Start of DATA FOR REVIEW

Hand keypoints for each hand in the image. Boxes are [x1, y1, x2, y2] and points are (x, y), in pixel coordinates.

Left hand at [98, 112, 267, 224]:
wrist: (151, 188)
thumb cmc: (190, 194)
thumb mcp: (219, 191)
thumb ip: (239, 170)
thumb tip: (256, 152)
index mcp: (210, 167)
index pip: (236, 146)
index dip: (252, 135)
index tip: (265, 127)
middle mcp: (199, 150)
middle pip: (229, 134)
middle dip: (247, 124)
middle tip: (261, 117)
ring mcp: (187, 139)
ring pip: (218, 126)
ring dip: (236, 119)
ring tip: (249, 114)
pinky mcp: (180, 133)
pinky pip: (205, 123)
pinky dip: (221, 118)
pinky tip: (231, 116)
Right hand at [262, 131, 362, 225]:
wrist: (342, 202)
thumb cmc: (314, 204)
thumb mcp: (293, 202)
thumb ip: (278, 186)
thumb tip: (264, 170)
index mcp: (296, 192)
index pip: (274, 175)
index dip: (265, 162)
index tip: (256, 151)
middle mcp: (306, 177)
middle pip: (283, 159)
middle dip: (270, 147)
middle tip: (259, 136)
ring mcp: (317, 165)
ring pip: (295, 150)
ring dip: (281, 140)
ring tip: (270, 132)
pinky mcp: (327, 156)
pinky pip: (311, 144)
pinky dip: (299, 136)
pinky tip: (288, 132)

End of DATA FOR REVIEW

## WORK INSTRUCTION
Exactly the lines from the one containing "ring mcp: (317, 165)" to the final line of the entries must be restated, and no others.

## FINISHED EXERCISE
ring mcp: (317, 165)
ring pip: (295, 150)
ring dip: (281, 140)
ring tip: (270, 132)
pinky mcp: (327, 156)
pinky pip: (311, 144)
pinky dip: (299, 136)
pinky tip: (288, 132)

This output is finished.